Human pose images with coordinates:
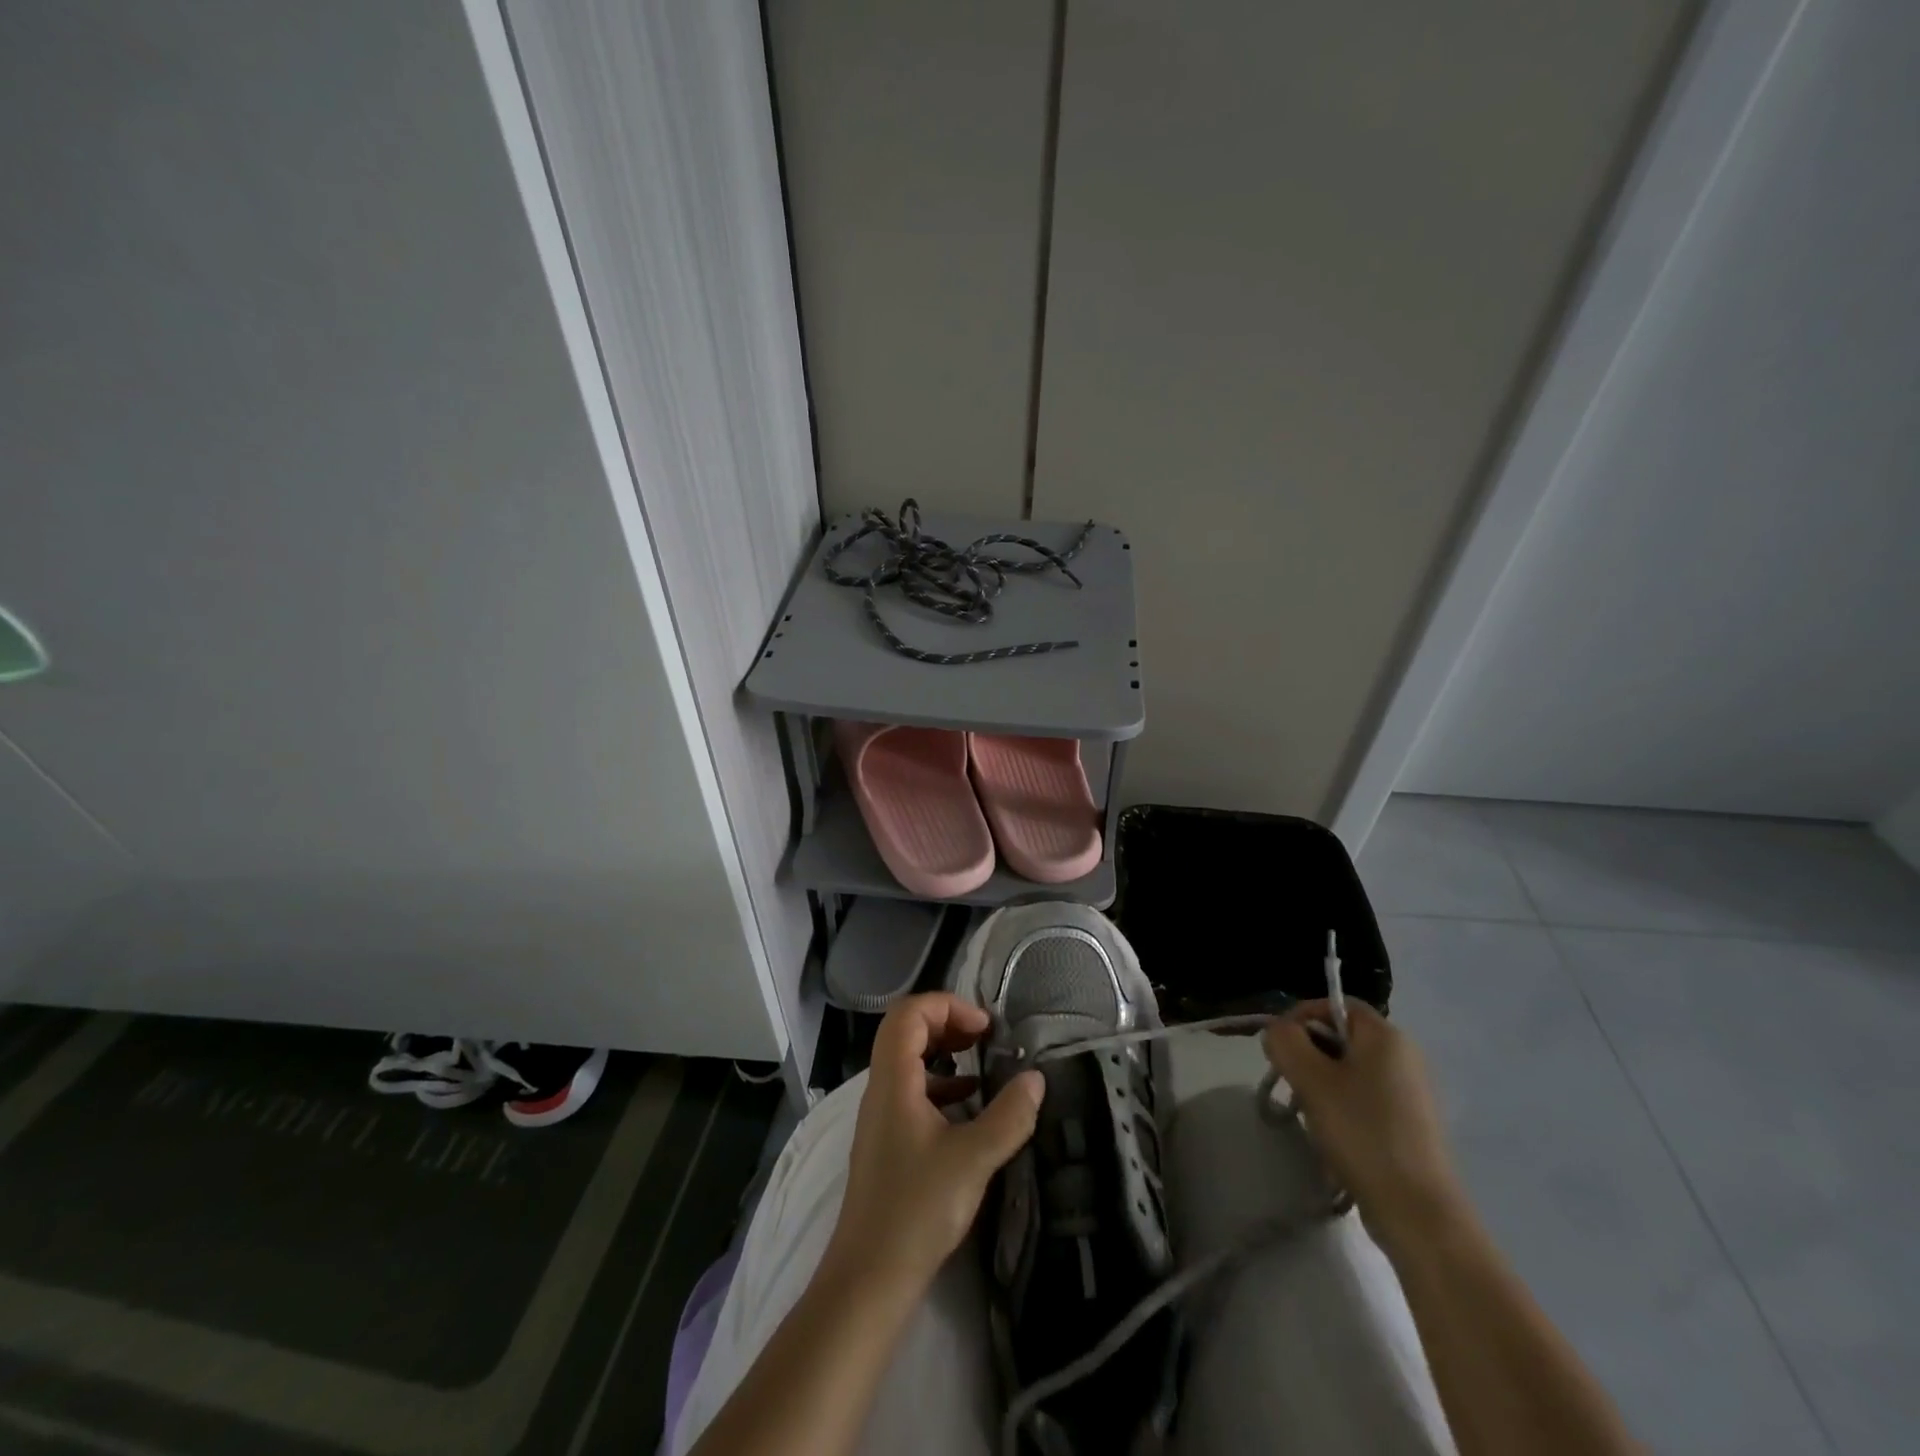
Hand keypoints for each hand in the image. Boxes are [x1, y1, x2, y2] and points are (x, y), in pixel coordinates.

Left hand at [827, 993, 1045, 1291]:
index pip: (910, 1012)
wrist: (869, 1276)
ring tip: (983, 1065)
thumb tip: (1036, 1079)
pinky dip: (941, 1084)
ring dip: (945, 1052)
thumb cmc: (917, 1208)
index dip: (948, 1006)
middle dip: (948, 1022)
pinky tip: (970, 1107)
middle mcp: (881, 1087)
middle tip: (986, 1038)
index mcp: (894, 1078)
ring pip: (909, 1060)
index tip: (985, 1028)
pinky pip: (912, 1090)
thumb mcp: (973, 1159)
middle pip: (906, 1029)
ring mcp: (881, 1115)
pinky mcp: (887, 1140)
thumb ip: (1008, 1116)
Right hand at [1263, 999, 1465, 1248]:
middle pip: (1341, 1036)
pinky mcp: (1410, 1124)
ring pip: (1349, 1069)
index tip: (1279, 1048)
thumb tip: (1278, 1031)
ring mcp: (1410, 1092)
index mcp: (1386, 1036)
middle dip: (1307, 1054)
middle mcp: (1404, 1056)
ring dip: (1320, 1083)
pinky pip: (1364, 1098)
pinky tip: (1332, 1136)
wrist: (1418, 1213)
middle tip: (1290, 1083)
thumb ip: (1285, 1041)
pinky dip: (1341, 1107)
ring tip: (1309, 1114)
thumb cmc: (1362, 1133)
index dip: (1301, 1017)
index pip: (1335, 1004)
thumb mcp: (1311, 1079)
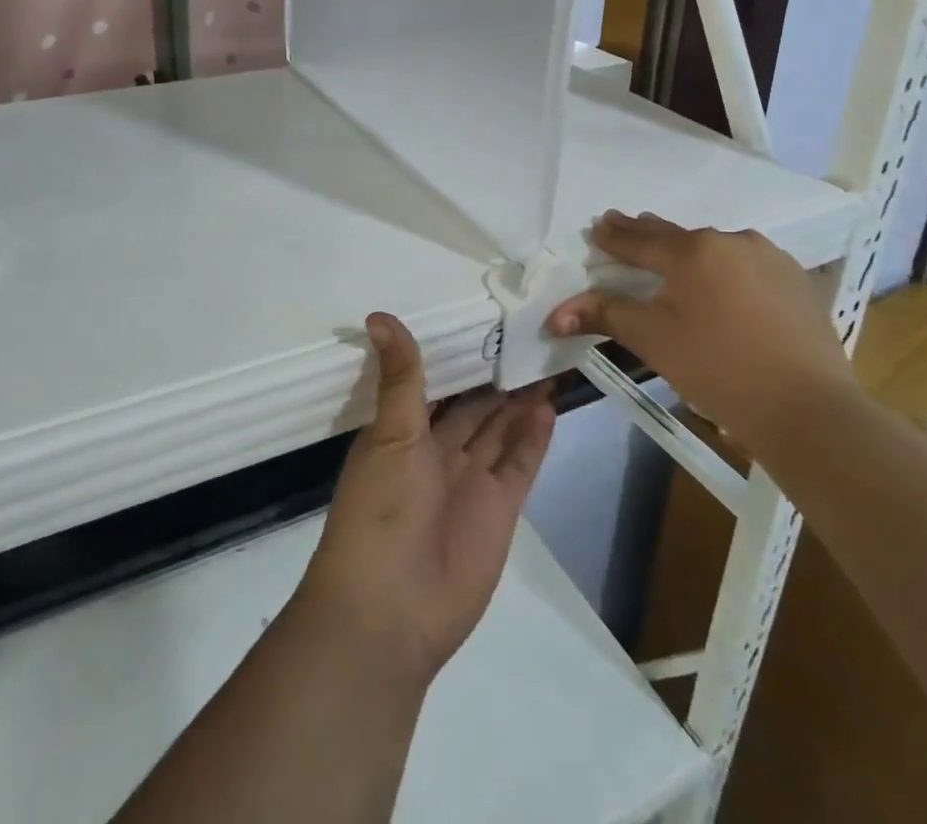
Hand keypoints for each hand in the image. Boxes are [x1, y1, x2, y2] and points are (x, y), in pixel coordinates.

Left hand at [297, 312, 555, 682]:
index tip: (479, 320)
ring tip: (544, 361)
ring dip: (519, 401)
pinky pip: (520, 463)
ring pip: (500, 429)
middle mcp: (438, 453)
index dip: (456, 358)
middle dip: (494, 377)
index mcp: (402, 433)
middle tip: (525, 335)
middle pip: (473, 406)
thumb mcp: (389, 435)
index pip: (434, 385)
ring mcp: (471, 481)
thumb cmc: (379, 511)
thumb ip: (399, 377)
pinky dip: (534, 437)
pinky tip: (548, 405)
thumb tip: (380, 315)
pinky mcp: (500, 509)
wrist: (390, 611)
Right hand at [547, 211, 854, 451]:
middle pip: (677, 236)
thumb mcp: (652, 340)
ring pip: (715, 248)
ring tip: (671, 255)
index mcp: (693, 251)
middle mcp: (732, 240)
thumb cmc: (718, 369)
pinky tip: (721, 283)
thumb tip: (554, 316)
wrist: (809, 409)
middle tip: (624, 225)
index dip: (614, 236)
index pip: (640, 240)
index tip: (597, 225)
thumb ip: (604, 315)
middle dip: (647, 234)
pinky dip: (724, 268)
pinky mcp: (797, 280)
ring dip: (689, 251)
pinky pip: (747, 264)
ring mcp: (770, 258)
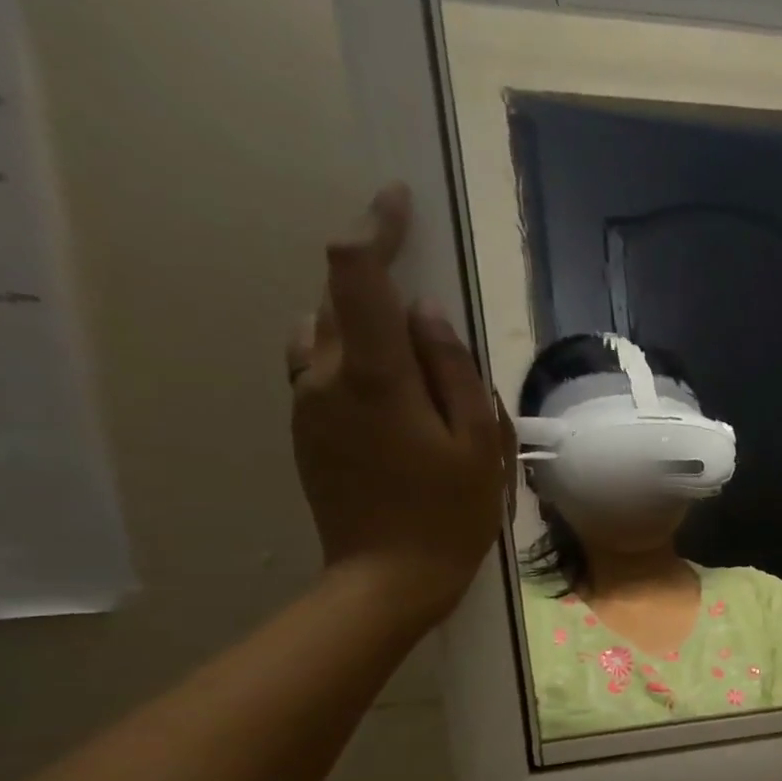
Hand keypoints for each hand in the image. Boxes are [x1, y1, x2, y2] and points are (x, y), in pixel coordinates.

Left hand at [288, 184, 513, 630]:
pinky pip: (320, 366)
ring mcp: (305, 402)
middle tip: (435, 328)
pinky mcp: (303, 426)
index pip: (358, 275)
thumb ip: (454, 371)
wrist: (388, 577)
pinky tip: (395, 397)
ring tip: (418, 369)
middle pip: (340, 299)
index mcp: (373, 376)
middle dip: (381, 288)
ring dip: (366, 326)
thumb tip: (427, 314)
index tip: (399, 203)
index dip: (376, 229)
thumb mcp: (477, 443)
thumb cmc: (449, 513)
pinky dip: (353, 357)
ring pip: (326, 332)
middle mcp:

How to complete this task: Would you copy out, exactly and with no pictures, only the lines above from the one that contains "thumb tip: (1278, 1031)" through the one that contains "index pip: (358, 275)"?

Task answer:
thumb tip: (1278, 1031)
ring mcp: (1410, 1092)
index mcp: (1386, 1036)
middle dip: (1307, 1054)
middle mcp: (1404, 1056)
ring dip: (1320, 1083)
pinky pip: (1364, 1098)
pinky tip: (1332, 1136)
wrist: (1418, 1213)
middle tip: (1290, 1083)
thumb ip: (1285, 1041)
pinky dip: (1341, 1107)
ring tip: (1309, 1114)
thumb cmc: (1362, 1133)
index dip: (1301, 1017)
index pip: (1335, 1004)
thumb mcp: (1311, 1079)
Hand keypoints for each hand in the image. Boxes are [x1, y1, x2, y2] and points are (x, y), in pixel coordinates.

Left hand at [297, 312, 555, 682]:
index tip: (479, 320)
ring tip: (544, 361)
ring dip: (519, 401)
pinky pip: (520, 463)
ring pip: (500, 429)
middle mcp: (438, 453)
index dip: (456, 358)
middle dip: (494, 377)
index mcp: (402, 433)
middle tip: (525, 335)
middle pip: (473, 406)
thumb mcp: (389, 435)
index pip: (434, 385)
ring mcp: (471, 481)
thumb cmc: (379, 511)
thumb ip: (399, 377)
pinky dip: (534, 437)
pinky tip: (548, 405)
thumb tip: (380, 315)
pinky mcp: (500, 509)
wrist: (390, 611)
Right hand at [547, 211, 854, 451]:
middle pip: (677, 236)
thumb mcp: (652, 340)
ring pip: (715, 248)
ring tip: (671, 255)
index mcp: (693, 251)
middle mcp: (732, 240)
thumb cmc: (718, 369)
pinky tip: (721, 283)
thumb tip: (554, 316)
wrist: (809, 409)
middle tip: (624, 225)
index dip: (614, 236)
index pip: (640, 240)
index tip: (597, 225)
thumb ip: (604, 315)
middle dip: (647, 234)
pinky dip: (724, 268)
pinky mcp: (797, 280)
ring dip: (689, 251)
pinky pip: (747, 264)
ring mcp: (770, 258)
Hand keypoints for each hand in the image. Boxes are [x1, y1, x2, y2] and points are (x, y), in pixel coordinates.

Left hand at [288, 184, 513, 630]:
pinky pip: (320, 366)
ring mcp: (305, 402)
middle tip: (435, 328)
pinky mcp: (303, 426)
index pip: (358, 275)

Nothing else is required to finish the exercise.